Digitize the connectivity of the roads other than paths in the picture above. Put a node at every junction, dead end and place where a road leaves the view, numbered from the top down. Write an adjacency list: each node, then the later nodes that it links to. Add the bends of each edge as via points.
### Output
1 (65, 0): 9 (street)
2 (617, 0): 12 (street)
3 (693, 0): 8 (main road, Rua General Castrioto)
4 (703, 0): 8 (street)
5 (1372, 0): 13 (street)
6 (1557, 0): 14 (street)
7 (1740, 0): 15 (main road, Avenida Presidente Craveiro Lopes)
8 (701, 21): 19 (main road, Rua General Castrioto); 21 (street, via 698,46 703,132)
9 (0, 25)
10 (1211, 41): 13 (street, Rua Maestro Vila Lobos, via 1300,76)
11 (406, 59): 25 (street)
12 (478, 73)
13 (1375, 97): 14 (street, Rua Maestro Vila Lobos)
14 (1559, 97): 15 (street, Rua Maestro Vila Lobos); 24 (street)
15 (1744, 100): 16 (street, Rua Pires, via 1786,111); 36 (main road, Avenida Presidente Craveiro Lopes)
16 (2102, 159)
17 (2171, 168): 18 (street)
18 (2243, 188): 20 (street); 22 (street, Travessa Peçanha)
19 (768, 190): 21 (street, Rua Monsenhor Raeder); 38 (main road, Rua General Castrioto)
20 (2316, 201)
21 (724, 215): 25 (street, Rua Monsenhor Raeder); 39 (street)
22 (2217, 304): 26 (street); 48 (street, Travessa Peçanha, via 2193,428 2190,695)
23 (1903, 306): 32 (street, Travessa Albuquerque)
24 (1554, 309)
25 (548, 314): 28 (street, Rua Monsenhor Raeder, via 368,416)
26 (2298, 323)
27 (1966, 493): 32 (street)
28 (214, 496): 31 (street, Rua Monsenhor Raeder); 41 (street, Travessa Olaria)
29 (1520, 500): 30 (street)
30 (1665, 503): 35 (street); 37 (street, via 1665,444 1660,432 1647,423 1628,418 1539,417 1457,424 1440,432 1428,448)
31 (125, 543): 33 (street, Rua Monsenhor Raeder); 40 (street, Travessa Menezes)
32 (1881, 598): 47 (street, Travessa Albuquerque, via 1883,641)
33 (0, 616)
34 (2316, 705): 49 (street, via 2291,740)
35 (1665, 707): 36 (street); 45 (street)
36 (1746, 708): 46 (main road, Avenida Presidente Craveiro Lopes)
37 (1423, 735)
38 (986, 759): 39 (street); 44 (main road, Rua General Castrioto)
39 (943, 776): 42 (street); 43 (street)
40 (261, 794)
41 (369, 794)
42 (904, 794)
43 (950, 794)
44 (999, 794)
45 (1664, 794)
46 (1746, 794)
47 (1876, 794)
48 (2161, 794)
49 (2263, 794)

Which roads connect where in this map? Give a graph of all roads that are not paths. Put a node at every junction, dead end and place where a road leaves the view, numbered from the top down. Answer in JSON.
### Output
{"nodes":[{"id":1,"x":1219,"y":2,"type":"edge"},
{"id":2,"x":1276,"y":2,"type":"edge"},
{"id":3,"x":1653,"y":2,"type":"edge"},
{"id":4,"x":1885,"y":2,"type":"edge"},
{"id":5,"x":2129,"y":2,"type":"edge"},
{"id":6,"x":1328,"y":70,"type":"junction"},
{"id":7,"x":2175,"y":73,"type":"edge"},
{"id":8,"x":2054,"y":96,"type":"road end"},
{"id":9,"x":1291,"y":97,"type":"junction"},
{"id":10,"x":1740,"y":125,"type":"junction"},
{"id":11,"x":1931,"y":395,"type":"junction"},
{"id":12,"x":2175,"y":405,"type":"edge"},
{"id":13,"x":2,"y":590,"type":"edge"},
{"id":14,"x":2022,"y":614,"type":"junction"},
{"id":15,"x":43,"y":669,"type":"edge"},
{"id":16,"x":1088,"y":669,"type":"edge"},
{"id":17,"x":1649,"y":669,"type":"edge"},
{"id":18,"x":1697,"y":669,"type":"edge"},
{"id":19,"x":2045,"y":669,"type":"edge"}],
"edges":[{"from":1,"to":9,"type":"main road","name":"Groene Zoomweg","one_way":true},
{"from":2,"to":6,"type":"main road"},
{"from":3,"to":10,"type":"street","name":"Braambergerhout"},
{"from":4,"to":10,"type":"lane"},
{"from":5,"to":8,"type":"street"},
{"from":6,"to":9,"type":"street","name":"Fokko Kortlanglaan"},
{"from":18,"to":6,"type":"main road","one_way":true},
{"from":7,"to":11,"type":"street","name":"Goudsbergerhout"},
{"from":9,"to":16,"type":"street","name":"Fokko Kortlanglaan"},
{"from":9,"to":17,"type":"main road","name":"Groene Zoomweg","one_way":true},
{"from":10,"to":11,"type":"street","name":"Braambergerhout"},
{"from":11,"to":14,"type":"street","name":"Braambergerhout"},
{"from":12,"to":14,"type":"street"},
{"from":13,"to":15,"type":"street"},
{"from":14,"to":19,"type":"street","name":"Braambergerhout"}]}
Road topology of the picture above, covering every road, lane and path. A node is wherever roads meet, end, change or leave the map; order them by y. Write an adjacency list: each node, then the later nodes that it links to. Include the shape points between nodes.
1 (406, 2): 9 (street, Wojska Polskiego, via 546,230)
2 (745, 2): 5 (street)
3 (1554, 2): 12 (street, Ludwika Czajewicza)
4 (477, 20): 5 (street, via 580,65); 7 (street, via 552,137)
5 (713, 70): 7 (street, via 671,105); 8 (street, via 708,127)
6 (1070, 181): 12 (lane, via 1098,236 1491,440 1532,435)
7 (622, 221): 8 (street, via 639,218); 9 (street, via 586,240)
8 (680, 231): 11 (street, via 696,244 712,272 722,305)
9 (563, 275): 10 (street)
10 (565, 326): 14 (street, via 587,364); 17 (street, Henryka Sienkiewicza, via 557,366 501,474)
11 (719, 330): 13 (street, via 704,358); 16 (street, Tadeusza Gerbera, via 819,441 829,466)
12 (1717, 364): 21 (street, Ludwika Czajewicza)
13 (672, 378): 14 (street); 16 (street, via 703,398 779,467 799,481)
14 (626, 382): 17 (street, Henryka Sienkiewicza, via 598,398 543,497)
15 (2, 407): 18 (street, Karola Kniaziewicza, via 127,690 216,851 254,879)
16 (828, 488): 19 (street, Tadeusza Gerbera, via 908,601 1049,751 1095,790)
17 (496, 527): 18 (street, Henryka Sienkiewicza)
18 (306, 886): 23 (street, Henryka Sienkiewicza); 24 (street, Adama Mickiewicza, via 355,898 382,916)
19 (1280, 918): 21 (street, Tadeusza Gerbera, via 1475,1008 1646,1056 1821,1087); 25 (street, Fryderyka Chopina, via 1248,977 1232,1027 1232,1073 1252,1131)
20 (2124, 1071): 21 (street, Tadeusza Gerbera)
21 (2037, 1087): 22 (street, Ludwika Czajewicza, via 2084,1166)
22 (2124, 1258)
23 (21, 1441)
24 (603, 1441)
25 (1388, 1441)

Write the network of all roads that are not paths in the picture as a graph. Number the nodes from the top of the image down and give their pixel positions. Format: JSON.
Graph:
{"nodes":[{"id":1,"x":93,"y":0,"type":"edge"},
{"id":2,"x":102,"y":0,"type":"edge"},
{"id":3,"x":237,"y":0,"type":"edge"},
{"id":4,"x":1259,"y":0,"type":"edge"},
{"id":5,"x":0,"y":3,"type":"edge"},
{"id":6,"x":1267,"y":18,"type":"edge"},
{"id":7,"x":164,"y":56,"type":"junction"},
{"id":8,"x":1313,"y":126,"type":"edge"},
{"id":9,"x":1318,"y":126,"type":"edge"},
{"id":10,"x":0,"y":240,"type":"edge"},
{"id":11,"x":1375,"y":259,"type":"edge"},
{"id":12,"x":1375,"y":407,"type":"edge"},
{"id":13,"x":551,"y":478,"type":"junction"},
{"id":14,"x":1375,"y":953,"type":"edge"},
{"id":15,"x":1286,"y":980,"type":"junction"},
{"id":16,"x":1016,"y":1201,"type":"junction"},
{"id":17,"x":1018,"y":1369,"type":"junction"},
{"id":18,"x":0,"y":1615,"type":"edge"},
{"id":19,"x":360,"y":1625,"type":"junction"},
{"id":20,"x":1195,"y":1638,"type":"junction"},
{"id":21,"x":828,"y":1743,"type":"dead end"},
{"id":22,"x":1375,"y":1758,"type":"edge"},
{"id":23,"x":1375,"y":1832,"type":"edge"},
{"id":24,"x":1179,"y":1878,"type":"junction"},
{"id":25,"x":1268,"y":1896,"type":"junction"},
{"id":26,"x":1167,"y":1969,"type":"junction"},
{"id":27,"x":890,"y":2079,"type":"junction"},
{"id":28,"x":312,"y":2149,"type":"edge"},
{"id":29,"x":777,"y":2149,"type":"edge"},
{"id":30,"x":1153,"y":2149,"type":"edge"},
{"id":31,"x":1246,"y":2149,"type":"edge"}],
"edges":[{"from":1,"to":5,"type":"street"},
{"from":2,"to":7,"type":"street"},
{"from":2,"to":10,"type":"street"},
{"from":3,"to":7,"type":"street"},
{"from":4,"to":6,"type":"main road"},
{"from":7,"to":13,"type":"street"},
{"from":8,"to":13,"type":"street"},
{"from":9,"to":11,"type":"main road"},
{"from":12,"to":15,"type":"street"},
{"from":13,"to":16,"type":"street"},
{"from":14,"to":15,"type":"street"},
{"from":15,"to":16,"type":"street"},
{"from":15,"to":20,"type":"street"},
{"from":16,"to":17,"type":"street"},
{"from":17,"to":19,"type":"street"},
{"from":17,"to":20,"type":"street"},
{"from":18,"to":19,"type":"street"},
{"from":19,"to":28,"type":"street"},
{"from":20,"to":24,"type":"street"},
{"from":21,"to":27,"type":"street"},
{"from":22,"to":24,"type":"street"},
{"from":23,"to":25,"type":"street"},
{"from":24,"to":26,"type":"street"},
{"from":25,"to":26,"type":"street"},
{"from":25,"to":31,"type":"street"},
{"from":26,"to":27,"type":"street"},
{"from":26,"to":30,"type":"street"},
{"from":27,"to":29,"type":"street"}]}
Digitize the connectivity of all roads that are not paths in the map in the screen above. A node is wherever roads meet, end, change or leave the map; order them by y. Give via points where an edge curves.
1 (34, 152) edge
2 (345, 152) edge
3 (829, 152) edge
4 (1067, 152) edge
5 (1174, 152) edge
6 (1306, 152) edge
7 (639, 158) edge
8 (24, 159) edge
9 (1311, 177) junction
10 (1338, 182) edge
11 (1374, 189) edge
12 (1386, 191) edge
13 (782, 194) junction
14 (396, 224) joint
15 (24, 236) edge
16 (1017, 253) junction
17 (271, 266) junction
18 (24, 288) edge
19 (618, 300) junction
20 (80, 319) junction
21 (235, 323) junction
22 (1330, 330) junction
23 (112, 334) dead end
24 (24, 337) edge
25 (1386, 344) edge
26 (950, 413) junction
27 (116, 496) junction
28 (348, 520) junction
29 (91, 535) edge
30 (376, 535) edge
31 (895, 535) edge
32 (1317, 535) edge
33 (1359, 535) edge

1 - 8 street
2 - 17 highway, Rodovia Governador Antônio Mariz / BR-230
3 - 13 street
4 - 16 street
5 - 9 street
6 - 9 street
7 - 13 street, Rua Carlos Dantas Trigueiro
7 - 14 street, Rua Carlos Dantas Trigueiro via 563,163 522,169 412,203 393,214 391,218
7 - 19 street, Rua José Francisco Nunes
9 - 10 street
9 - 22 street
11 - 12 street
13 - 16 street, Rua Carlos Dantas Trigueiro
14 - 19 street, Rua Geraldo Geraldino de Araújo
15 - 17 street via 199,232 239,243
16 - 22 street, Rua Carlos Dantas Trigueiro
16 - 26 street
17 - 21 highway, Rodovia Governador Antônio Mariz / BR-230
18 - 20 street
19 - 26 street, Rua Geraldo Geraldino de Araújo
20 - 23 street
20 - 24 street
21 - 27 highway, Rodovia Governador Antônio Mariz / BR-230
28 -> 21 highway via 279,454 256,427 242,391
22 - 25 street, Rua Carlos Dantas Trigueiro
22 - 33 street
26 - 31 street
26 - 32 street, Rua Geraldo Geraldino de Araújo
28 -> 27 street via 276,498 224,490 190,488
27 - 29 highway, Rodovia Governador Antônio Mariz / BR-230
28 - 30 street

--*--

◆ TASK TO COMPLETE: Counting only lines that contain "Lopes", say how many there are in the material above, and add nothing.

◆ EXERCISE SOLUTION: 3